Relation Between Insulin Antibody and Complement-Fixing Islet Cell Antibody at Clinical Diagnosis of IDDM

TL;DR: The results suggest that IBAs developing before diagnosis serve as an indicator of clinical and genetic heterogeneity within IDDM rather than as a marker of autoimmune β-cell destruction.
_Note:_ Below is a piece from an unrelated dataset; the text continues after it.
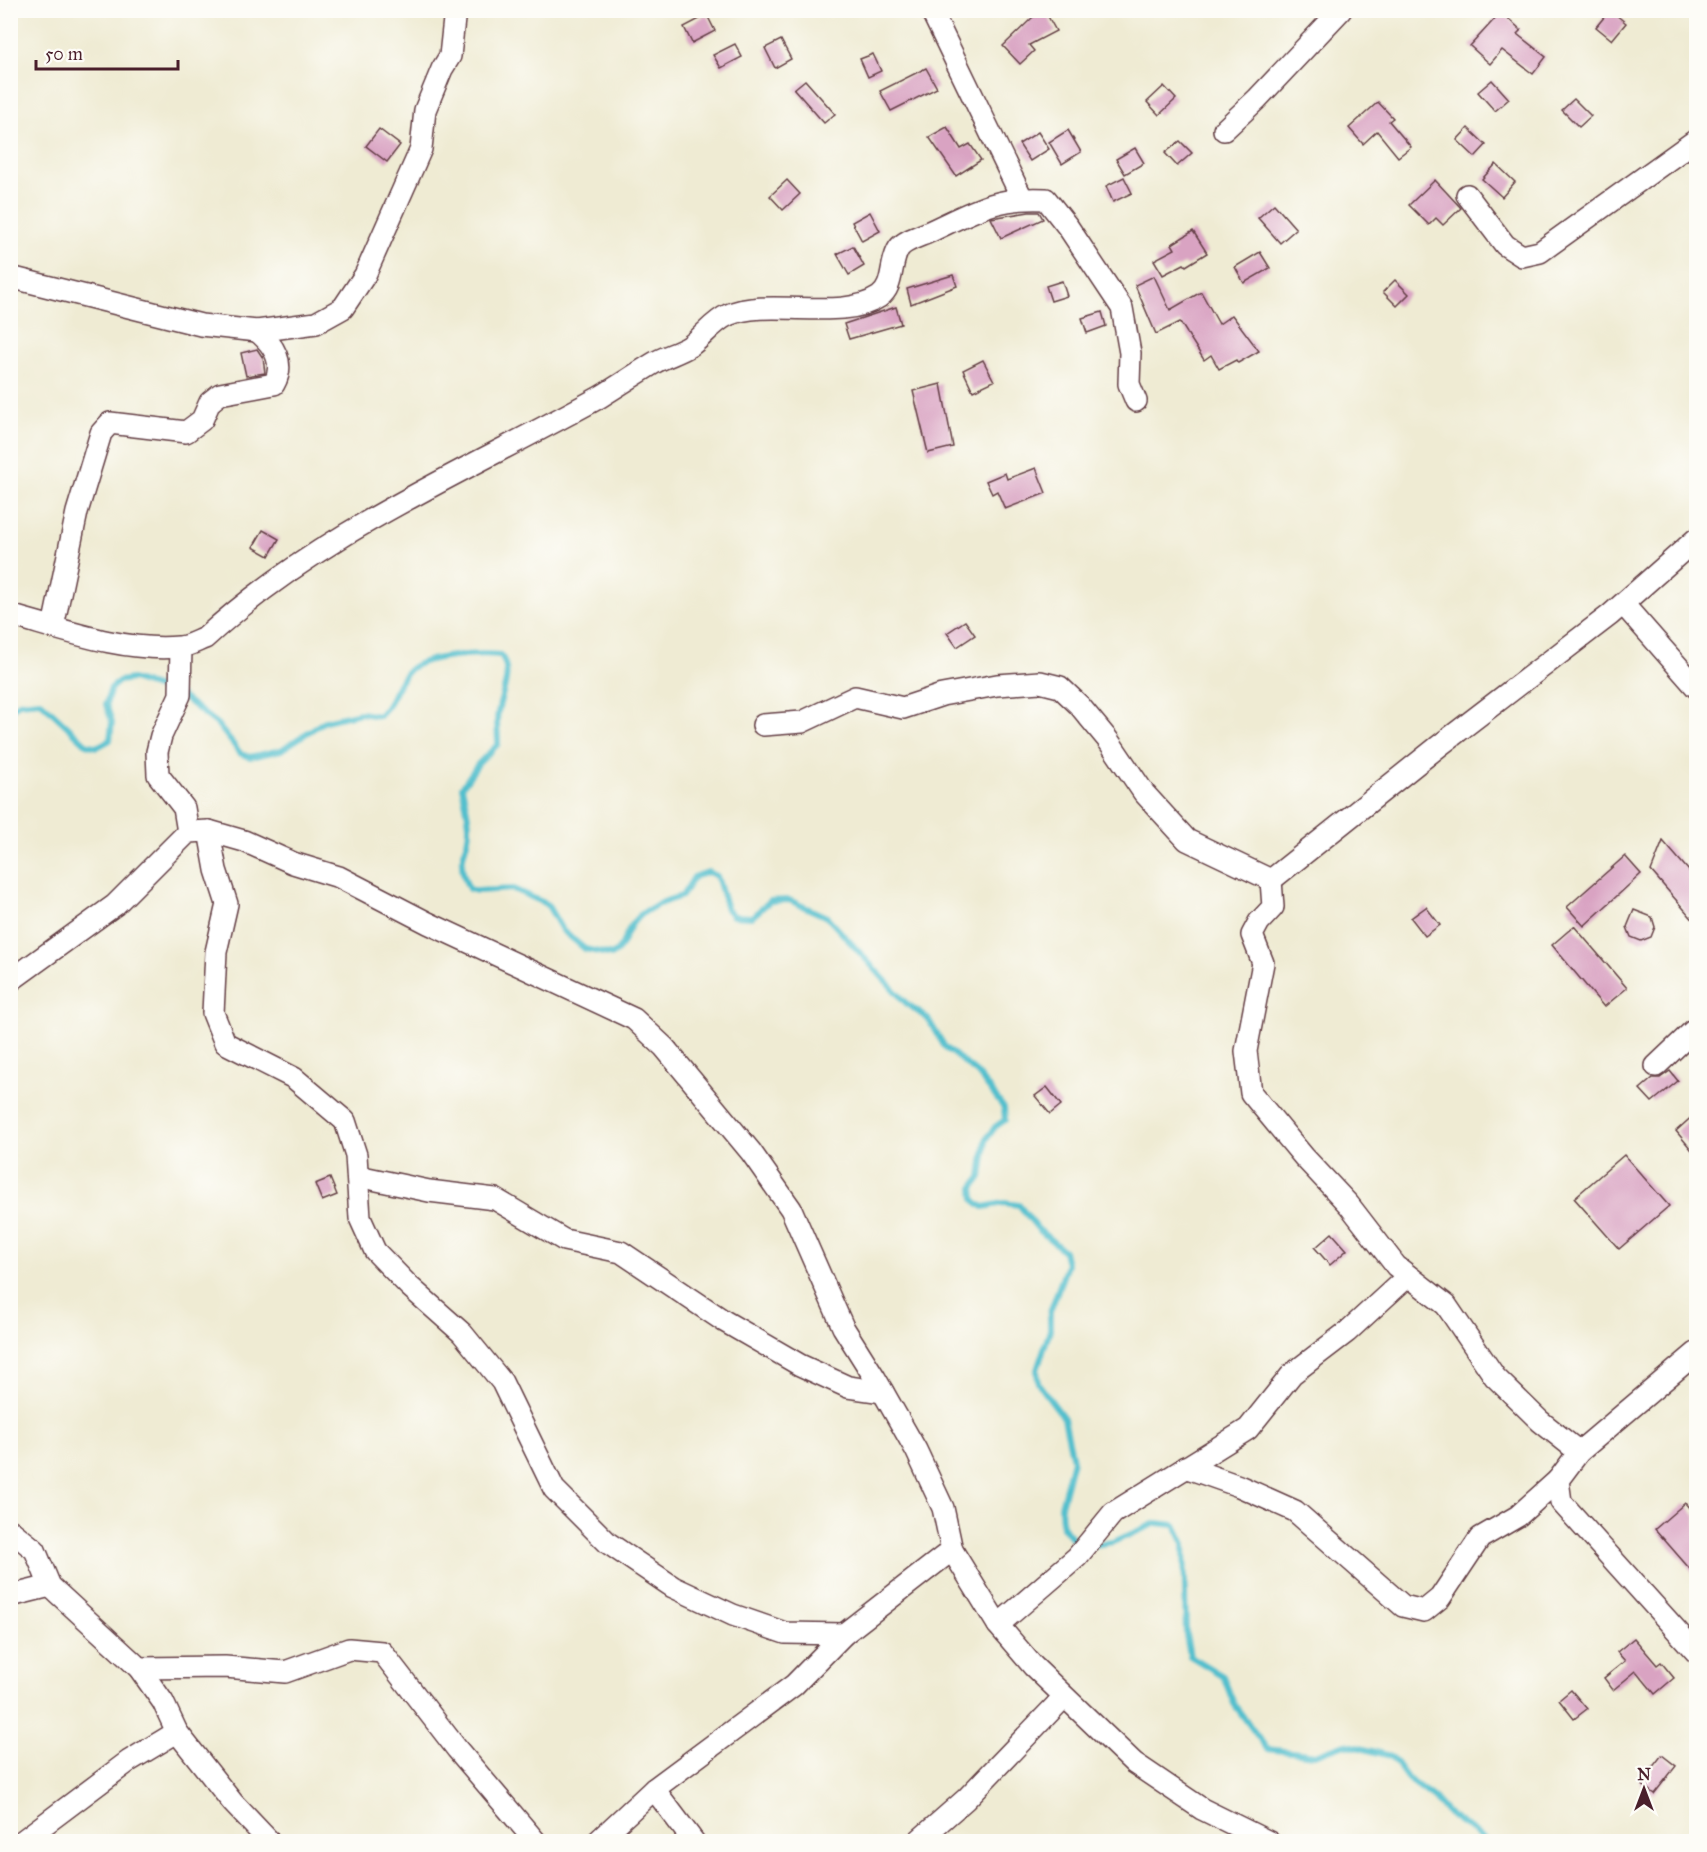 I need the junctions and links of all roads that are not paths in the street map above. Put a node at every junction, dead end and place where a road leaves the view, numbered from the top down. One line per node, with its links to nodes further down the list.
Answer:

Abstract: To test the hypothesis that insulin-binding antibodies (IBAs) appearing in the circulation before insulin treatment are markers of β-cell damage, we studied the prevalence of IBAs and both conventional (IF-ICAs)- and complement (CF-ICAs)-fixing cytoplasmic islet cell antibodies in 60 newly diagnosed diabetic children with a mean age of 9.5 yr. Seventeen (28.3%) had an insulin binding exceeding the upper range (2.8%) of that observed in 68 age-matched controls. The IBA-positive subjects were characterized by a younger age of onset [6.2 ± 4.0 (SD) vs. 10.8 ± 3.2 yr; P < 0.001], lower glycosylated hemoglobin A, levels (14.1 ± 3.1 vs. 16.0 ± 3.0%; P < 0.05), lower serum C-peptide concentrations (0.12 ± 0.07 vs. 0.20 ± 0.17 nmol/L; P < 0.05), and an increased frequency of HLA-Dw4 (9/13 vs. 11/37; P < 0.05). There was no significant relation between IBAs and serum C-peptide concentrations after age adjustment by multiple regression analysis. Forty-three children (75%) were positive for IF-ICA and 38 (63.3%) for CF-ICA. Twelve IBA-positive diabetics (70.6%) had IFICA as well as CF-ICA in their serum. No association could be observed between IBA and either IF-ICA or CF-ICA, however. The results suggest that IBAs developing before diagnosis serve as an indicator of clinical and genetic heterogeneity within IDDM rather than as a marker of autoimmune β-cell destruction.